Activity – Leaving the pictures aside, return the listing exactly as it appears.
Top of Provided information
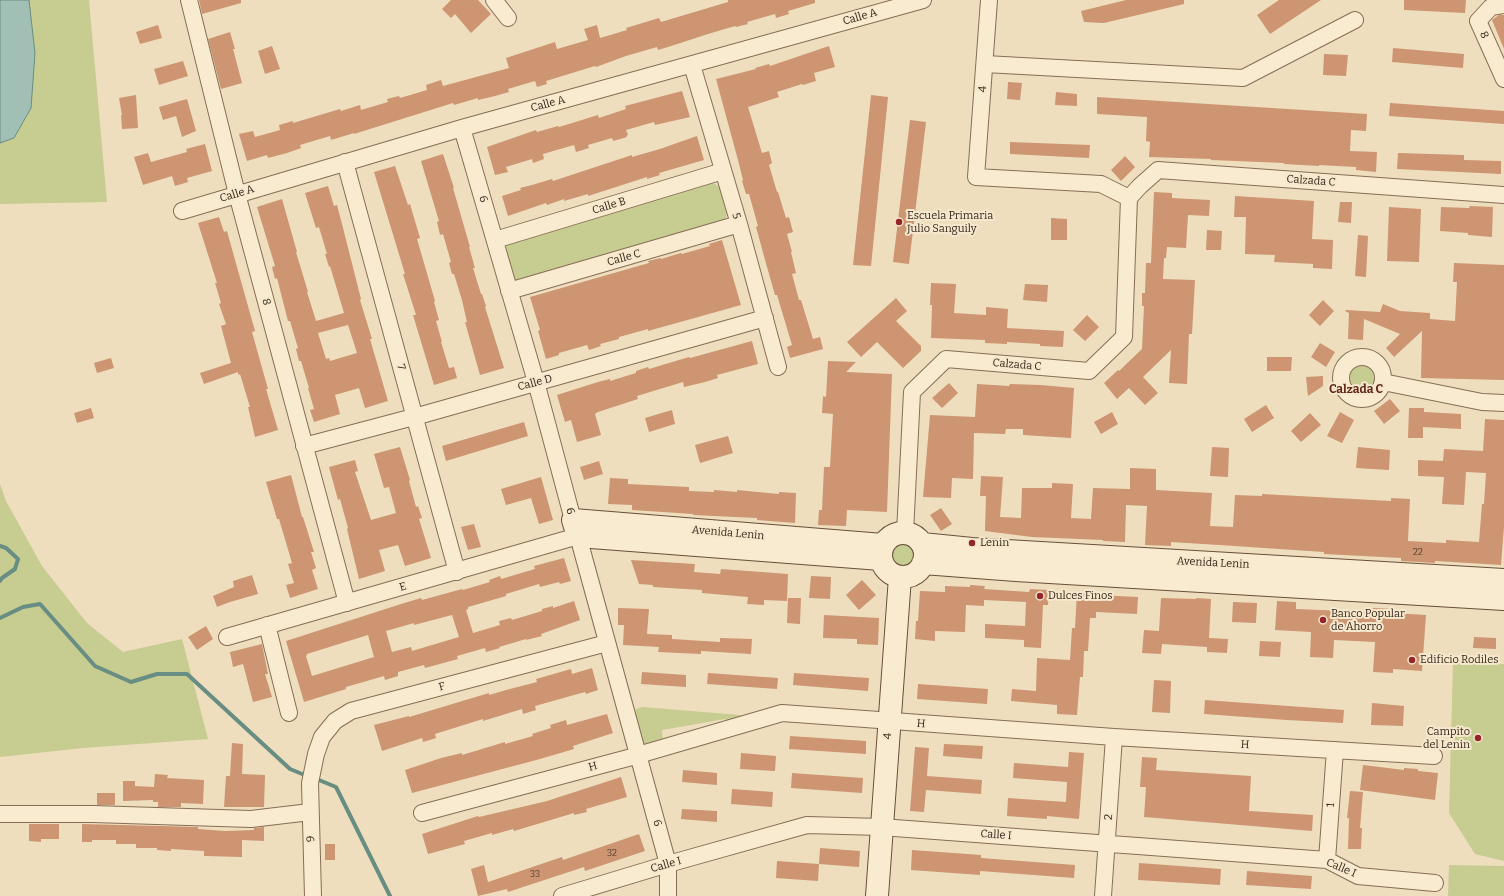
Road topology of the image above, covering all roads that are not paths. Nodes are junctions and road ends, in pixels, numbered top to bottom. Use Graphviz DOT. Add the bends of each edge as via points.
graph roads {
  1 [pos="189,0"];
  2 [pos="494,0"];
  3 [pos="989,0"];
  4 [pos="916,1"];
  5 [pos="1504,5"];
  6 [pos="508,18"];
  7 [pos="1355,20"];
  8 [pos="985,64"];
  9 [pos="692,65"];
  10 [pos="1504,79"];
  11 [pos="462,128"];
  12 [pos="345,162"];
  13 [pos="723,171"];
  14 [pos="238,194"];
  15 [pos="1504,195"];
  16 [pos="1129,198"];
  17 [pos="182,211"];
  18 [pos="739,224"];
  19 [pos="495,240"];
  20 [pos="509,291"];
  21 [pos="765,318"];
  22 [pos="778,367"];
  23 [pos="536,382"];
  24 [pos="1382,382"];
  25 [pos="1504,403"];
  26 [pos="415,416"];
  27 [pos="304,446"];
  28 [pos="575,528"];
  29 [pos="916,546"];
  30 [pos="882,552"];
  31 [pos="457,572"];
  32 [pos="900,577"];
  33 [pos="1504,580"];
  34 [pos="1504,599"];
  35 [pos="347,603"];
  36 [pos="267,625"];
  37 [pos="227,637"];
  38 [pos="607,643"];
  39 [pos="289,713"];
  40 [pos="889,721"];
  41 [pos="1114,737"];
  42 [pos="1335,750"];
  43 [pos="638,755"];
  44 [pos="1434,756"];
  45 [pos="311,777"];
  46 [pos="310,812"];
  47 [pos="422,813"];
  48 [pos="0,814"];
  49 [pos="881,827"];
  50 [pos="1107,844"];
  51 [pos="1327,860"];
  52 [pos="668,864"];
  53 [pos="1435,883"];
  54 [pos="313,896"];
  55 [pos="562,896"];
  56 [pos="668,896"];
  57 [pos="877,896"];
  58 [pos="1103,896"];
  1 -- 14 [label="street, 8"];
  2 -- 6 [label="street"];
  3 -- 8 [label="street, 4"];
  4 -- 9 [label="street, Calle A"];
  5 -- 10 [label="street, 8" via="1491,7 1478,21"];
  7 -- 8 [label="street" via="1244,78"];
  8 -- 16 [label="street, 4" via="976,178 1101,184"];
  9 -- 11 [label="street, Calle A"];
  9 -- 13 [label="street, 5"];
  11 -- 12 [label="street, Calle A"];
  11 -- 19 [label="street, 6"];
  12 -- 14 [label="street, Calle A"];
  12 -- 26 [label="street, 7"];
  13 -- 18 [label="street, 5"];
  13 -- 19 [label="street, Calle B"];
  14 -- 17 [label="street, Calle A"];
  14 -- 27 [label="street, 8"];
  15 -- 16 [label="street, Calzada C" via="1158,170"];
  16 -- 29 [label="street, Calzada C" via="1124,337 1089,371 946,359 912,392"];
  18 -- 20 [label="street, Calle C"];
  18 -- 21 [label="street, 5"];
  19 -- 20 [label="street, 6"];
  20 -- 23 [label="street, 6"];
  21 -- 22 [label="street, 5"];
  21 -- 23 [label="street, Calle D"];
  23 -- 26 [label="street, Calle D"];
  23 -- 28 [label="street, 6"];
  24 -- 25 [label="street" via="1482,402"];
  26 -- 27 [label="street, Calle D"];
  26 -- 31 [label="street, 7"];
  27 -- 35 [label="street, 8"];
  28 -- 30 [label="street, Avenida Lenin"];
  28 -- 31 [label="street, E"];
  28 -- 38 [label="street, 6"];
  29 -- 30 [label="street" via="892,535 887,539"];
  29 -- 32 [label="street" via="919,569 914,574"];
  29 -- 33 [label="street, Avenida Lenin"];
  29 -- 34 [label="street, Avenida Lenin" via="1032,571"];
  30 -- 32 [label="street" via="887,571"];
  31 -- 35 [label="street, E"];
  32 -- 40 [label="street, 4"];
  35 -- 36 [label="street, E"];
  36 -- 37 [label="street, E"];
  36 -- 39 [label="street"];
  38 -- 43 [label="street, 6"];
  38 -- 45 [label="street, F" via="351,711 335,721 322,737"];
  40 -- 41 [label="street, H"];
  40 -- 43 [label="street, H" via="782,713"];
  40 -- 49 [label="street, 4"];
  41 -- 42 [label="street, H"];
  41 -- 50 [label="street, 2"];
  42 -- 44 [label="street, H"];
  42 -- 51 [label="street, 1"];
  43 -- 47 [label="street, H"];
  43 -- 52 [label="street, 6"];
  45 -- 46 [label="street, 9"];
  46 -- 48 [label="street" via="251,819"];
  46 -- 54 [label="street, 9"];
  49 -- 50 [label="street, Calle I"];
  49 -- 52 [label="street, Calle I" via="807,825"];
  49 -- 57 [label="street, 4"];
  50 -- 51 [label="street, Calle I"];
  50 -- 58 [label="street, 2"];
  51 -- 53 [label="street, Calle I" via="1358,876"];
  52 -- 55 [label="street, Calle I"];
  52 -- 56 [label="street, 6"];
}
Bottom of Provided information
Finished exercise –
Road topology of the image above, covering all roads that are not paths. Nodes are junctions and road ends, in pixels, numbered top to bottom. Use Graphviz DOT. Add the bends of each edge as via points.
graph roads {
  1 [pos="189,0"];
  2 [pos="494,0"];
  3 [pos="989,0"];
  4 [pos="916,1"];
  5 [pos="1504,5"];
  6 [pos="508,18"];
  7 [pos="1355,20"];
  8 [pos="985,64"];
  9 [pos="692,65"];
  10 [pos="1504,79"];
  11 [pos="462,128"];
  12 [pos="345,162"];
  13 [pos="723,171"];
  14 [pos="238,194"];
  15 [pos="1504,195"];
  16 [pos="1129,198"];
  17 [pos="182,211"];
  18 [pos="739,224"];
  19 [pos="495,240"];
  20 [pos="509,291"];
  21 [pos="765,318"];
  22 [pos="778,367"];
  23 [pos="536,382"];
  24 [pos="1382,382"];
  25 [pos="1504,403"];
  26 [pos="415,416"];
  27 [pos="304,446"];
  28 [pos="575,528"];
  29 [pos="916,546"];
  30 [pos="882,552"];
  31 [pos="457,572"];
  32 [pos="900,577"];
  33 [pos="1504,580"];
  34 [pos="1504,599"];
  35 [pos="347,603"];
  36 [pos="267,625"];
  37 [pos="227,637"];
  38 [pos="607,643"];
  39 [pos="289,713"];
  40 [pos="889,721"];
  41 [pos="1114,737"];
  42 [pos="1335,750"];
  43 [pos="638,755"];
  44 [pos="1434,756"];
  45 [pos="311,777"];
  46 [pos="310,812"];
  47 [pos="422,813"];
  48 [pos="0,814"];
  49 [pos="881,827"];
  50 [pos="1107,844"];
  51 [pos="1327,860"];
  52 [pos="668,864"];
  53 [pos="1435,883"];
  54 [pos="313,896"];
  55 [pos="562,896"];
  56 [pos="668,896"];
  57 [pos="877,896"];
  58 [pos="1103,896"];
  1 -- 14 [label="street, 8"];
  2 -- 6 [label="street"];
  3 -- 8 [label="street, 4"];
  4 -- 9 [label="street, Calle A"];
  5 -- 10 [label="street, 8" via="1491,7 1478,21"];
  7 -- 8 [label="street" via="1244,78"];
  8 -- 16 [label="street, 4" via="976,178 1101,184"];
  9 -- 11 [label="street, Calle A"];
  9 -- 13 [label="street, 5"];
  11 -- 12 [label="street, Calle A"];
  11 -- 19 [label="street, 6"];
  12 -- 14 [label="street, Calle A"];
  12 -- 26 [label="street, 7"];
  13 -- 18 [label="street, 5"];
  13 -- 19 [label="street, Calle B"];
  14 -- 17 [label="street, Calle A"];
  14 -- 27 [label="street, 8"];
  15 -- 16 [label="street, Calzada C" via="1158,170"];
  16 -- 29 [label="street, Calzada C" via="1124,337 1089,371 946,359 912,392"];
  18 -- 20 [label="street, Calle C"];
  18 -- 21 [label="street, 5"];
  19 -- 20 [label="street, 6"];
  20 -- 23 [label="street, 6"];
  21 -- 22 [label="street, 5"];
  21 -- 23 [label="street, Calle D"];
  23 -- 26 [label="street, Calle D"];
  23 -- 28 [label="street, 6"];
  24 -- 25 [label="street" via="1482,402"];
  26 -- 27 [label="street, Calle D"];
  26 -- 31 [label="street, 7"];
  27 -- 35 [label="street, 8"];
  28 -- 30 [label="street, Avenida Lenin"];
  28 -- 31 [label="street, E"];
  28 -- 38 [label="street, 6"];
  29 -- 30 [label="street" via="892,535 887,539"];
  29 -- 32 [label="street" via="919,569 914,574"];
  29 -- 33 [label="street, Avenida Lenin"];
  29 -- 34 [label="street, Avenida Lenin" via="1032,571"];
  30 -- 32 [label="street" via="887,571"];
  31 -- 35 [label="street, E"];
  32 -- 40 [label="street, 4"];
  35 -- 36 [label="street, E"];
  36 -- 37 [label="street, E"];
  36 -- 39 [label="street"];
  38 -- 43 [label="street, 6"];
  38 -- 45 [label="street, F" via="351,711 335,721 322,737"];
  40 -- 41 [label="street, H"];
  40 -- 43 [label="street, H" via="782,713"];
  40 -- 49 [label="street, 4"];
  41 -- 42 [label="street, H"];
  41 -- 50 [label="street, 2"];
  42 -- 44 [label="street, H"];
  42 -- 51 [label="street, 1"];
  43 -- 47 [label="street, H"];
  43 -- 52 [label="street, 6"];
  45 -- 46 [label="street, 9"];
  46 -- 48 [label="street" via="251,819"];
  46 -- 54 [label="street, 9"];
  49 -- 50 [label="street, Calle I"];
  49 -- 52 [label="street, Calle I" via="807,825"];
  49 -- 57 [label="street, 4"];
  50 -- 51 [label="street, Calle I"];
  50 -- 58 [label="street, 2"];
  51 -- 53 [label="street, Calle I" via="1358,876"];
  52 -- 55 [label="street, Calle I"];
  52 -- 56 [label="street, 6"];
}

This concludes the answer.